## Your task
Copy the result of filtering the entries below for lines that include the string "turn".

## Record excerpts
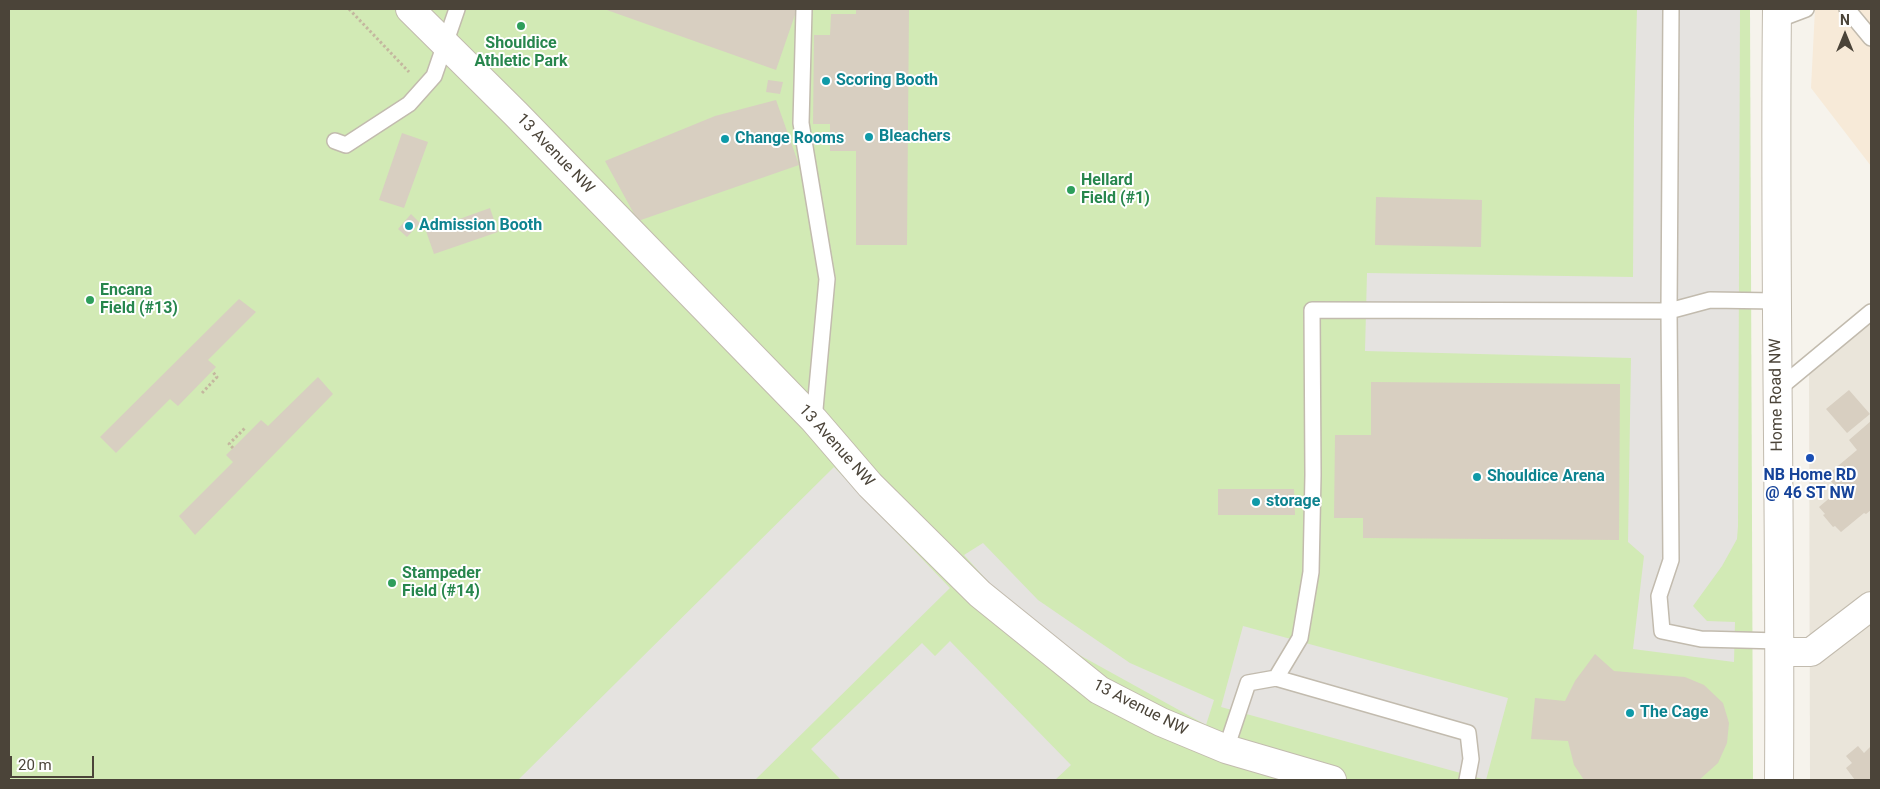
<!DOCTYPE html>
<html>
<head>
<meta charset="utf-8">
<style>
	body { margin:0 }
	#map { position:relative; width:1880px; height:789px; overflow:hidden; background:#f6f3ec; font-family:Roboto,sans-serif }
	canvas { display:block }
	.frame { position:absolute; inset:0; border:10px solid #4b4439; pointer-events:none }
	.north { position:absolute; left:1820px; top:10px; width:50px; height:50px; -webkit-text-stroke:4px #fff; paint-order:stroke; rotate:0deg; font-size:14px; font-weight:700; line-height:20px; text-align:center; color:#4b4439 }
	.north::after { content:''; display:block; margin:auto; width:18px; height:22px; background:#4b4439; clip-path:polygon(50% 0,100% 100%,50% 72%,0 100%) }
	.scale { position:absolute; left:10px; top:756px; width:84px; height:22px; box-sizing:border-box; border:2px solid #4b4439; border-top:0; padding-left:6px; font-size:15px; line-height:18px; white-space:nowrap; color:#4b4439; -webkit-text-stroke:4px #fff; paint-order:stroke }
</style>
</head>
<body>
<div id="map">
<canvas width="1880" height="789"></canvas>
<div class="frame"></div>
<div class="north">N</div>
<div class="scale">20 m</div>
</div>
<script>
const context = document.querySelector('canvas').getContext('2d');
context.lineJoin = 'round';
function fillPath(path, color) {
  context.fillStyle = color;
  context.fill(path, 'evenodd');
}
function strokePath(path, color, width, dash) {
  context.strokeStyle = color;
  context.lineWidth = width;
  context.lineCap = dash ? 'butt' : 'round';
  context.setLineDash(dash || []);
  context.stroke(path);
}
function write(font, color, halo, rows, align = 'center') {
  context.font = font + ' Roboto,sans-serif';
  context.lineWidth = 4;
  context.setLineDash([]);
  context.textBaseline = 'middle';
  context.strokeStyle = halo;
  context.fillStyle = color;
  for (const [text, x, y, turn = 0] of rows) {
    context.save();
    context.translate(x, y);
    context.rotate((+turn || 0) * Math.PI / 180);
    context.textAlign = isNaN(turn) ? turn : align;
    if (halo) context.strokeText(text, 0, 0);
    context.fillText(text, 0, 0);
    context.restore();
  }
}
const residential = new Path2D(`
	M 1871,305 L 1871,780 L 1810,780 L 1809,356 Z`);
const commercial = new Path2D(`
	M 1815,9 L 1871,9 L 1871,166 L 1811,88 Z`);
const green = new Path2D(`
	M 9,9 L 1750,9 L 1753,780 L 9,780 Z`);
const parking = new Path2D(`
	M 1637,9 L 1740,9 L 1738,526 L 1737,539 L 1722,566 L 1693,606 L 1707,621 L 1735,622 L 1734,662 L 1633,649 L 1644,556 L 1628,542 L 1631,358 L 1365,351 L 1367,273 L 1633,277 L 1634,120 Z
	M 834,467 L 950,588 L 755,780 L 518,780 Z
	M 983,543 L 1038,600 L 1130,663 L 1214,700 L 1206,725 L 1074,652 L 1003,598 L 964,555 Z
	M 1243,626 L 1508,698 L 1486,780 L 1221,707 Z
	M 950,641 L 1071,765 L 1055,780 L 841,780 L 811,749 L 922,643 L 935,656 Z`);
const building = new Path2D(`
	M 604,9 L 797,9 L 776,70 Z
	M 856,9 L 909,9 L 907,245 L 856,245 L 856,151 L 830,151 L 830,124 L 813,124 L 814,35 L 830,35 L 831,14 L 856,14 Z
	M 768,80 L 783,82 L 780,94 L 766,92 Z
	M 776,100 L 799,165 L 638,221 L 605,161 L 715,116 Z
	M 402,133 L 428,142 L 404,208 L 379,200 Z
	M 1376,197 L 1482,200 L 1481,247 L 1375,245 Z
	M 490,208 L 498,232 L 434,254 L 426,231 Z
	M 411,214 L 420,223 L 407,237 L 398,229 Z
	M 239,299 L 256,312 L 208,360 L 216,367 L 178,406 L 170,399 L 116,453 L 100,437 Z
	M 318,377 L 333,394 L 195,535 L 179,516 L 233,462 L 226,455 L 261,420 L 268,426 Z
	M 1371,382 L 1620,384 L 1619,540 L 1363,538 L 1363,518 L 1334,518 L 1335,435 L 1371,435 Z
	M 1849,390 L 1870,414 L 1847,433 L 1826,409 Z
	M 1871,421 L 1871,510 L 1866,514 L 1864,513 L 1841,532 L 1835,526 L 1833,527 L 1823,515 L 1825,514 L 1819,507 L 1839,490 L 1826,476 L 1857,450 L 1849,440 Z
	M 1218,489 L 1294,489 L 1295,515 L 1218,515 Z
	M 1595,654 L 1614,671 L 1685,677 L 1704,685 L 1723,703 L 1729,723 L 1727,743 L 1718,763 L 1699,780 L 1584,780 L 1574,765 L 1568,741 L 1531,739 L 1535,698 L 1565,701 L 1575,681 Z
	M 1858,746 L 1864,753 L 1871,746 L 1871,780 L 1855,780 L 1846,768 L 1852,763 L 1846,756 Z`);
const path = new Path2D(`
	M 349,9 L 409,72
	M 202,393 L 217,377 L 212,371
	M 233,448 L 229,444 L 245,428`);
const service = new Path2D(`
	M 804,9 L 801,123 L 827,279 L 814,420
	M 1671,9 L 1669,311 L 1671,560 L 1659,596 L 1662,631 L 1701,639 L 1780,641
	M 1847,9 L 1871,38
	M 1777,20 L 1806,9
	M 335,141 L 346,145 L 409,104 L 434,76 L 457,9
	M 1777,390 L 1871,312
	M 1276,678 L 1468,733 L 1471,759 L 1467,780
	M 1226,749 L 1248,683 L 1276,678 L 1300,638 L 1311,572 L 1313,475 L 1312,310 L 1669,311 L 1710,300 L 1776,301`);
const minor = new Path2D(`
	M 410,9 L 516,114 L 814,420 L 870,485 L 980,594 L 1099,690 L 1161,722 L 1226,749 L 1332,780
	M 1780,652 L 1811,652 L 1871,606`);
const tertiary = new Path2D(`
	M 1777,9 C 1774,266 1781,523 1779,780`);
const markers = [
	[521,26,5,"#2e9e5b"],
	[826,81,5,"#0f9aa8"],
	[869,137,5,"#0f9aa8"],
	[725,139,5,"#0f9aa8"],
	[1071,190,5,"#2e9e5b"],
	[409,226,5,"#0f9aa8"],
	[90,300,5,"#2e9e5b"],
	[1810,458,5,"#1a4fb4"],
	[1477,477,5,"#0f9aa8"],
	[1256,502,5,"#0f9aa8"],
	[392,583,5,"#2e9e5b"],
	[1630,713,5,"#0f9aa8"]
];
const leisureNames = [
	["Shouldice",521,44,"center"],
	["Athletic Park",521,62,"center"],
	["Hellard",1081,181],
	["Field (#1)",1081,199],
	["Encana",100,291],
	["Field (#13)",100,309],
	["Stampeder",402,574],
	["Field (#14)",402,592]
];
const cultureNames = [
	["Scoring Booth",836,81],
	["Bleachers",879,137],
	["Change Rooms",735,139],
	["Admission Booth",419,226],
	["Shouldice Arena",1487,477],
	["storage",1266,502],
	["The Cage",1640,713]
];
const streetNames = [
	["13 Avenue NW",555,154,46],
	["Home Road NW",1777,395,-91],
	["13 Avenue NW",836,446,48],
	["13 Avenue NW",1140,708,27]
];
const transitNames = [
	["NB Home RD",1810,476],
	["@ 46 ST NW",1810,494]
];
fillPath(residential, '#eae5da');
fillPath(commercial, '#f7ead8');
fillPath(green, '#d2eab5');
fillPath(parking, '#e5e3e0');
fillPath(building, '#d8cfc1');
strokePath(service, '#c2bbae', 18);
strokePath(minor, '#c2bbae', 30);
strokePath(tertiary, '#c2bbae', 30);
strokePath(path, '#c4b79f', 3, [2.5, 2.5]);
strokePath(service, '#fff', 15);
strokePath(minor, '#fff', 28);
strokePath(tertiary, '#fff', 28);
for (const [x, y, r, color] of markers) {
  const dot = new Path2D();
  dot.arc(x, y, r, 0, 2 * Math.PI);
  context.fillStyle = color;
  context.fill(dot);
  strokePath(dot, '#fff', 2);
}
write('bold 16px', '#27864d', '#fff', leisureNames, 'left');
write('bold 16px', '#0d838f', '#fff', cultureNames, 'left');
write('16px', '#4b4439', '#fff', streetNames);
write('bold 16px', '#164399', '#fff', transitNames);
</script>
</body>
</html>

## Expected answer
  for (const [text, x, y, turn = 0] of rows) {
    context.rotate((+turn || 0) * Math.PI / 180);
    context.textAlign = isNaN(turn) ? turn : align;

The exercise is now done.